If today a campaign was waged to turn things around to go for quality patient care through opening up home hemo programs, and in-center SDD and SND, dialysis could be revolutionized.

In a general way, you’d do it with monthly newsletters handed out personally to each patient to be done by the social workers.

Also, you’d present educational videos and have all patients watch them while on their dialysis session.

I’ll be dipped just saw a piece on our local news station showing Ryan Stanger using the NxStage. He’s from Mass. and were along way from there wondering who is doing the advertising and why? Maybe NxStage has reached the Buffalo, NY area and I don’t know it.

Was it a video? what’s your local news station called? Have a link?..

NxStage has their own PR representatives from

Schwartz Communications, Inc.
P 781 684.0770, F 781 684.6500

They’re selecting NxStage users around and hooking them up with local news agencies. The purpose, to spread the word and let people know about this…

Now would a clinic do the same? Would they show patients videos about NxStage? I think not…

Clinics probably wouldn’t do the same but patients can. When dad started nocturnal I faxed all the news stations and I got one from Buffalo who was interested enough to drive 100 miles to tape and do an interview with dad and I and it was put on. This was 6 years ago. I’ll look for a link for last nights clip.

The website for the news station is www.cbs.com but I didn’t find anything on it with last nights NxStage clip.

Perhaps that what should patients do, try to find a news agency who is interested in doing a report…

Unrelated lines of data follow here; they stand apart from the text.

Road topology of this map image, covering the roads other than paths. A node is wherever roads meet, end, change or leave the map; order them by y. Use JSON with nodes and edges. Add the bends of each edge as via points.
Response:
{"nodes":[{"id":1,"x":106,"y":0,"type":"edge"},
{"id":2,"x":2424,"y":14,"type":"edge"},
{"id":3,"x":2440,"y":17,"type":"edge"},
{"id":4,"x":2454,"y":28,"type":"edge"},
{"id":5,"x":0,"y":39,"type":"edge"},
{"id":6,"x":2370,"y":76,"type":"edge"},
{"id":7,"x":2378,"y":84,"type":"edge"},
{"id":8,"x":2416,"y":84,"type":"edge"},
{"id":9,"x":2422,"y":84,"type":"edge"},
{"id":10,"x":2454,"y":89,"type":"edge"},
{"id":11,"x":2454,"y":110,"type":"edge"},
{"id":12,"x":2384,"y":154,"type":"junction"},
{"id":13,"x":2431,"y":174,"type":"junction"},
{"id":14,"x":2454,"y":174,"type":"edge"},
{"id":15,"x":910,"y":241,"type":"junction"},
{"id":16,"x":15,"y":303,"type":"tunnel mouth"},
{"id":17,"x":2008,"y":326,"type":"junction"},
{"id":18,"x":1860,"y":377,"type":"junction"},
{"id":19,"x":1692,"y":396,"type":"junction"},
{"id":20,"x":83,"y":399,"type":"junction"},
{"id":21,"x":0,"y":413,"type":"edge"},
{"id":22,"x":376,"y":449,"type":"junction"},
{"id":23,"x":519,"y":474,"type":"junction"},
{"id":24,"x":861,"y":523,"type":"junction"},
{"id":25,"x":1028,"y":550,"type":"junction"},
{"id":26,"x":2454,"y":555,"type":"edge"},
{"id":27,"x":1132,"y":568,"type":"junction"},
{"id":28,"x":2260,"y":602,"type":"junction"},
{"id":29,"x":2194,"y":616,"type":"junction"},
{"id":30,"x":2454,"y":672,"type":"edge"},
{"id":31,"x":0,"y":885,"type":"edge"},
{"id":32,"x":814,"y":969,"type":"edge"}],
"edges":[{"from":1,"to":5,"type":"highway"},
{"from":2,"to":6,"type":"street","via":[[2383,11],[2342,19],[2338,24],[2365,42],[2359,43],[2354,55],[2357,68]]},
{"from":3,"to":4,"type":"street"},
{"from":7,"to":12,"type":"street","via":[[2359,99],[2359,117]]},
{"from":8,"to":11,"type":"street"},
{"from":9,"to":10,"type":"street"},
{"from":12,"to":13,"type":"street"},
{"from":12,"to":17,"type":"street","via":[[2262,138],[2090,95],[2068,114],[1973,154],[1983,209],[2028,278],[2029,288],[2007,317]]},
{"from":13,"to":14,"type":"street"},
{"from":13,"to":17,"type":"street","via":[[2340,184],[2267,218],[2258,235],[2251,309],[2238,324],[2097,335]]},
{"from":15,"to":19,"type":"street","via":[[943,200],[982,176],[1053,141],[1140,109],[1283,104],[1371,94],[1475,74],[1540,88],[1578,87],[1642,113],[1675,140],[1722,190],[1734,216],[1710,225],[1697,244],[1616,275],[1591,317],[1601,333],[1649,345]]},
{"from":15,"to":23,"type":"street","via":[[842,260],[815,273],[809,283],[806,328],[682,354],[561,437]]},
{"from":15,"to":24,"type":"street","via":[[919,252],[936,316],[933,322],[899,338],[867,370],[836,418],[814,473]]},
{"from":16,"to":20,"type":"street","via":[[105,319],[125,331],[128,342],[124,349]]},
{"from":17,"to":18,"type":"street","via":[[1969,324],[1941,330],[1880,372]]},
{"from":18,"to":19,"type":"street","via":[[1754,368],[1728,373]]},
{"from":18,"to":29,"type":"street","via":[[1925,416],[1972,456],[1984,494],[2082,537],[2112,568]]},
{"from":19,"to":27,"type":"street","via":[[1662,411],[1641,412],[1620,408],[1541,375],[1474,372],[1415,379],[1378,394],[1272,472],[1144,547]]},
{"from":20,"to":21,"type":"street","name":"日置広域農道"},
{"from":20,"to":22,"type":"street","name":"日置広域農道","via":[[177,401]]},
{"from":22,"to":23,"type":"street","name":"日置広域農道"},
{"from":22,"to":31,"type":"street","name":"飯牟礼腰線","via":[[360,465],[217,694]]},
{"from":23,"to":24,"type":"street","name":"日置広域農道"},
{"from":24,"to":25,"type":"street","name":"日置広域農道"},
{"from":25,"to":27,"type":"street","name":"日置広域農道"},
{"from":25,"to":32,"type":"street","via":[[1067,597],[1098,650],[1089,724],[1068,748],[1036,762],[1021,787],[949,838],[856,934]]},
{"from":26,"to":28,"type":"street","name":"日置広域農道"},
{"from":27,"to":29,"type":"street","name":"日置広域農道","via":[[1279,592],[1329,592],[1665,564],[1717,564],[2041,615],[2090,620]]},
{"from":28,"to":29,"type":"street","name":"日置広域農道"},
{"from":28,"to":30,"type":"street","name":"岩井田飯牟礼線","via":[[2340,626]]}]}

I went to http://cbsnews.com

I did not find any clips or articles on Ryan Stanger

Gus writes:

In a general way, you’d do it with monthly newsletters handed out personally to each patient to be done by the social workers.
Also, you’d present educational videos and have all patients watch them while on their dialysis session.

In the units I have been in virtually no education is provided, let alone info about home hemo programs! If the patients don’t know the questions to ask, they don’t get the education. From time to time a little note is given out by the SW or dietitian if it’s something the unit wants patients to know for unit efficiency. But one time, surprisingly, we were given a video to view on our unit tvs by the corporation. The video was very professionally done and extremely educational. I have no doubt that all the patients got the point the corp. wanted us to get with that endeavor. Educational videos are extremely effective tools and can be shown right on the unit patient tvs where the patients are most likely to view the material. So, if there is no education in units, this is a choice on the managements’ part to take the path of leaste resistance or to keep the patients dependent and submissive, because education is very doable and should be required.

The only videos I mostly saw in-center were the rented movies they would put for us to see… hehehe

Rarely, educational videos were put on and if they did it had to do with how dialysis works…

It is easier to get on the radio then you might think. Last summer I called radio statioins in rural Eastern Washington and got on the radio in Moses Lake (1 hour) and in Ellensburg (1/2 hour) - I only called three stations so a 66% success rate.

I was on the radio last Sunday in Seattle - 96.5 JACK FM. It was suppose to be on the Sunday after World Kidney Day but we got bumped from the 12th to the 19th.

Here is a link if you want to hear the radio segment:
it is about a 15mg file.

I did the show with the CEO of NKC - it was meant to be educational - let me know what you think.